A workbench setup is a saved, named, versioned bundle of attached agents, their weights and targets, a pass threshold, a run mode, and an optional default call selection. Setups give a recurring evaluation a stable identity, so you can re-run the same composition and compare results over time. Like eval agents, setups are versioned with a draft and a published active version. When you start a run from a setup, the run pins the setup version it used, so editing the setup afterward does not change that run’s results.

Templates

Templates are starting points for new eval agents:
  • Shipped templates: a read-only library of curated agents covering common qualities: Hallucination Detection, Resolution, Conversational Quality, Bland Tone, Audio Quality, Discovery, Issue Understanding, Objection Handling, Scheduling Clarity, and Appointment Booked.
  • User templates: agents your organization saves for reuse. Save an existing agent as a template, then create new agents from it.
Creating an agent from a template copies the template’s prompt and levels into a fresh agent.

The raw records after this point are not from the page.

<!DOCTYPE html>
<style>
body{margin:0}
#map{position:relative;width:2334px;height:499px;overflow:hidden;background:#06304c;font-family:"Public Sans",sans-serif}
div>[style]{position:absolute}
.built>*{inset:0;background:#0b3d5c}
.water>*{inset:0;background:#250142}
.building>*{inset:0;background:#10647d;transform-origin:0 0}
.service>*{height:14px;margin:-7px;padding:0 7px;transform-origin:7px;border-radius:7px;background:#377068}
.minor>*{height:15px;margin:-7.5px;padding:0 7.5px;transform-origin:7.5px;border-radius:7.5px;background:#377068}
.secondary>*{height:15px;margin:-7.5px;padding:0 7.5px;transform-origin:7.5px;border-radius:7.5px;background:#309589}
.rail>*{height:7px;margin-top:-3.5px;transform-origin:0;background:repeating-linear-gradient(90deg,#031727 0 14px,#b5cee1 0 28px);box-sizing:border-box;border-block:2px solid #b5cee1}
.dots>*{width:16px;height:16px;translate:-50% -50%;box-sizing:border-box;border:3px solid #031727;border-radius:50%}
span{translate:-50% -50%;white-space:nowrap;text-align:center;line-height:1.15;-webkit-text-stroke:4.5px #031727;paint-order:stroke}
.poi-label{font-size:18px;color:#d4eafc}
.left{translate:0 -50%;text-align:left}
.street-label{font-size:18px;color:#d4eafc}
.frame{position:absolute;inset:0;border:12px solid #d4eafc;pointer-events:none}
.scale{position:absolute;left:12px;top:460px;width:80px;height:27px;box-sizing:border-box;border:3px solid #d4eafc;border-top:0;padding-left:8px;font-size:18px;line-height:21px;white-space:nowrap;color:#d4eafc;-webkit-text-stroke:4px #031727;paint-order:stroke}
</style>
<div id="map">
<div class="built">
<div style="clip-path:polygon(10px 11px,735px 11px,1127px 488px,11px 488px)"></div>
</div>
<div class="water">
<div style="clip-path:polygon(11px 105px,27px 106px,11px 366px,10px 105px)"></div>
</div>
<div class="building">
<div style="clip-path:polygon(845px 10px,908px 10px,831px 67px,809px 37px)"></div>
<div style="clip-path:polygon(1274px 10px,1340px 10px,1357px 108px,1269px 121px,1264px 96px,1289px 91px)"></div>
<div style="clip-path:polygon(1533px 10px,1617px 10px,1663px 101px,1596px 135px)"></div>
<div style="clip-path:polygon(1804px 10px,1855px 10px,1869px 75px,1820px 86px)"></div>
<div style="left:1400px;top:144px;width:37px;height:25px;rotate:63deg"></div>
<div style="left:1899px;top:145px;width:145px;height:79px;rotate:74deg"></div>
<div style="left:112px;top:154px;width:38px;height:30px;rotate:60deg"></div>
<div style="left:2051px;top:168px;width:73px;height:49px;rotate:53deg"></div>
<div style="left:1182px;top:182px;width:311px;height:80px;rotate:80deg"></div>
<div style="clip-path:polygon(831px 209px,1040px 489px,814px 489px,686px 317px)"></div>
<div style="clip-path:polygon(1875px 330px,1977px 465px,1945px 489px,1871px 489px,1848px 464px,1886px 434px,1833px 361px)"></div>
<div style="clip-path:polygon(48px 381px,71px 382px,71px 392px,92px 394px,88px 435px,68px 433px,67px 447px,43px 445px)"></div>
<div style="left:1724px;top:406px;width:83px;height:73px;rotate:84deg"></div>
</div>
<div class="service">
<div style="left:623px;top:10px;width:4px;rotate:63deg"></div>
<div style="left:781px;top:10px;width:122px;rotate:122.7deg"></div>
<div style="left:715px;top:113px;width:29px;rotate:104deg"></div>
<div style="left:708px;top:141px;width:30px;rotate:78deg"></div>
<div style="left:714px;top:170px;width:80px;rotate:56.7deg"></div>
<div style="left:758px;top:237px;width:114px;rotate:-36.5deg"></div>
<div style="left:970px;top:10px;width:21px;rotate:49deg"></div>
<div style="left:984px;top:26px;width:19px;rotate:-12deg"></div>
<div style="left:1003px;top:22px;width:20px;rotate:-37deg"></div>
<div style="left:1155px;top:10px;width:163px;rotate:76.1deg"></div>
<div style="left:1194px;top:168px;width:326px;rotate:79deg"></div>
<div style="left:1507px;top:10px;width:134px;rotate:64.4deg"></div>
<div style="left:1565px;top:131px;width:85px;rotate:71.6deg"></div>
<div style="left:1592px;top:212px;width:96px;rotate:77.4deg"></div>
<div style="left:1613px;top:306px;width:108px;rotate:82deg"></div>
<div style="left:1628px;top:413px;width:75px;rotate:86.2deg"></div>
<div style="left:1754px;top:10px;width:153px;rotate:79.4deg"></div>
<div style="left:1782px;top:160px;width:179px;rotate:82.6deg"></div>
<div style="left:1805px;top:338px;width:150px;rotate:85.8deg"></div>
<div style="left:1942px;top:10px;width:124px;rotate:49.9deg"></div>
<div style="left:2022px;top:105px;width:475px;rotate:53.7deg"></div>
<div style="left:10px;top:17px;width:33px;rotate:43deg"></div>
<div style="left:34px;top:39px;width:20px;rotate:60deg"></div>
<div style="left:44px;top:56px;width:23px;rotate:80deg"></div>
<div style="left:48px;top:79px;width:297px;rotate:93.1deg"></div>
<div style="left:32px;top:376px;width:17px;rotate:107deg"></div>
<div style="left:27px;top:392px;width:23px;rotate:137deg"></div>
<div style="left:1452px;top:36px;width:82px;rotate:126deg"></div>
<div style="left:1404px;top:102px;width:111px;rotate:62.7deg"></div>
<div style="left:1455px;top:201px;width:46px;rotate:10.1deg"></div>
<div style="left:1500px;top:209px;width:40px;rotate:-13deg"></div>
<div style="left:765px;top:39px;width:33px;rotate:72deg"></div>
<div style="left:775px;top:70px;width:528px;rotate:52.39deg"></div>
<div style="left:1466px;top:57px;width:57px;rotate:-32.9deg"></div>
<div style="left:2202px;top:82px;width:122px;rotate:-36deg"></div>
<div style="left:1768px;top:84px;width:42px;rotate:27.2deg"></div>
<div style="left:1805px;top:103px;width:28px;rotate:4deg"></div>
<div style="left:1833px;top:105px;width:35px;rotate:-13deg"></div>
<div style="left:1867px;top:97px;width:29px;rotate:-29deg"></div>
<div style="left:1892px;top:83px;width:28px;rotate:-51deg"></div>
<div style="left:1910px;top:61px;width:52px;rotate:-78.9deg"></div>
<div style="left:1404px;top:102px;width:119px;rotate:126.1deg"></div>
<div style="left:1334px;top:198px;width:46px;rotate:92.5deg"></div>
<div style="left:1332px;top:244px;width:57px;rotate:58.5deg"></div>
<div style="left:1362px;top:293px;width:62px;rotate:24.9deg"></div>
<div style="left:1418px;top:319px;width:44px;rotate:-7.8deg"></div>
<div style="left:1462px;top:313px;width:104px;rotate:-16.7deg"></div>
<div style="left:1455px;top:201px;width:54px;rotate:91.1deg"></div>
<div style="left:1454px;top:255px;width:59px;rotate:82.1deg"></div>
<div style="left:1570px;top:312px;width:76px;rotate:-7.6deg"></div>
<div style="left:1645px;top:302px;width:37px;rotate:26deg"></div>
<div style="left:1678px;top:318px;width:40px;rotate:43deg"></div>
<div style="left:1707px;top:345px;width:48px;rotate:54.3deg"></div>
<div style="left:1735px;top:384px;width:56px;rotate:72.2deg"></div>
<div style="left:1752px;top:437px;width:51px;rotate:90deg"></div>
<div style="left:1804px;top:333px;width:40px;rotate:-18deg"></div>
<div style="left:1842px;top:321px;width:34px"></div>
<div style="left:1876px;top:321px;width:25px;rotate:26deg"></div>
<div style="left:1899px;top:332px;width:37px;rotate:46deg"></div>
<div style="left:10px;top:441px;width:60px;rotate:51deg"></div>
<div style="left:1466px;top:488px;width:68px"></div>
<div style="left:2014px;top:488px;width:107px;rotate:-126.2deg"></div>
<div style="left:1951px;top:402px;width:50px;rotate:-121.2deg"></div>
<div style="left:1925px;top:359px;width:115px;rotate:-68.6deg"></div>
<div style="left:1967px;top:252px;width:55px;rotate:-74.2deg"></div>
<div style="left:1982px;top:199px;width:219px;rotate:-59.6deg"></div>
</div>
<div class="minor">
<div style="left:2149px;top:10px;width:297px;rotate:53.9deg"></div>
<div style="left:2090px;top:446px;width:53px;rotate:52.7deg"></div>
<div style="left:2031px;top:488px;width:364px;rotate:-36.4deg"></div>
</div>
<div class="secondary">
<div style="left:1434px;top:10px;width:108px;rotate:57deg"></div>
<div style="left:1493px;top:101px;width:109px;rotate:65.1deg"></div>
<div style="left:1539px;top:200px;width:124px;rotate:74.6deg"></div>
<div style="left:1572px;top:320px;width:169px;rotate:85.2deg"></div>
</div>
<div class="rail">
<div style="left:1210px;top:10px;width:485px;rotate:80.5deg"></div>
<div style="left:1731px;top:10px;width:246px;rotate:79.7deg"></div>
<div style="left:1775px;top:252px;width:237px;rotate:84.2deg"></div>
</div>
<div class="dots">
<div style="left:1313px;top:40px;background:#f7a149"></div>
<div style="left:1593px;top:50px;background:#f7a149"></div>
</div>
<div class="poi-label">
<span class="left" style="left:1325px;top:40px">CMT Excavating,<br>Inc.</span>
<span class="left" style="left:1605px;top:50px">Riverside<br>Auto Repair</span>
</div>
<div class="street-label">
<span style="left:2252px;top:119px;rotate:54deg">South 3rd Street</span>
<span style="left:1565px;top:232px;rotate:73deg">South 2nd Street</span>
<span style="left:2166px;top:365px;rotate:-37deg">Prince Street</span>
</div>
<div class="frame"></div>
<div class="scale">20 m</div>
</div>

From then on the agent is independent: editing the template does not change agents already created from it.

How scoring works

For each call in a run, every attached agent of a matching modality produces a verdict. The verdict’s score_normalized_0_100 is combined across agents using their weights to produce the call’s overall score. The run’s summary averages these across all calls and compares the result against the pass threshold to decide overall_pass. Verdicts marked is_insufficient_evidence or that failed to grade are excluded from the averages so they do not dilute the score.
The run analysis view showing each agent's success rate and a distribution histogram of weighted call scores

Using the API

The Evals API is rooted at /v1/evals. A typical end-to-end flow:
1

Check access

Call GET /v1/evals/status to confirm Evals is enabled for your organization.
2

Create an eval agent

POST /v1/evals/agents, optionally from a template_key. Edit its draft version with PATCH /v1/evals/agents/{id}/versions/{version_id}, then publish with POST /v1/evals/agents/{id}/publications.
3

Estimate and run

Preview cost with POST /v1/evals/runs/estimates, then start the run with POST /v1/evals/runs.
4

Read results

Poll GET /v1/evals/runs/{run_id} for status, then fetch call results and agent results.
To run the same composition repeatedly, save it as a workbench setup and pass workbench_setup_id plus workbench_setup_version_id when creating a run.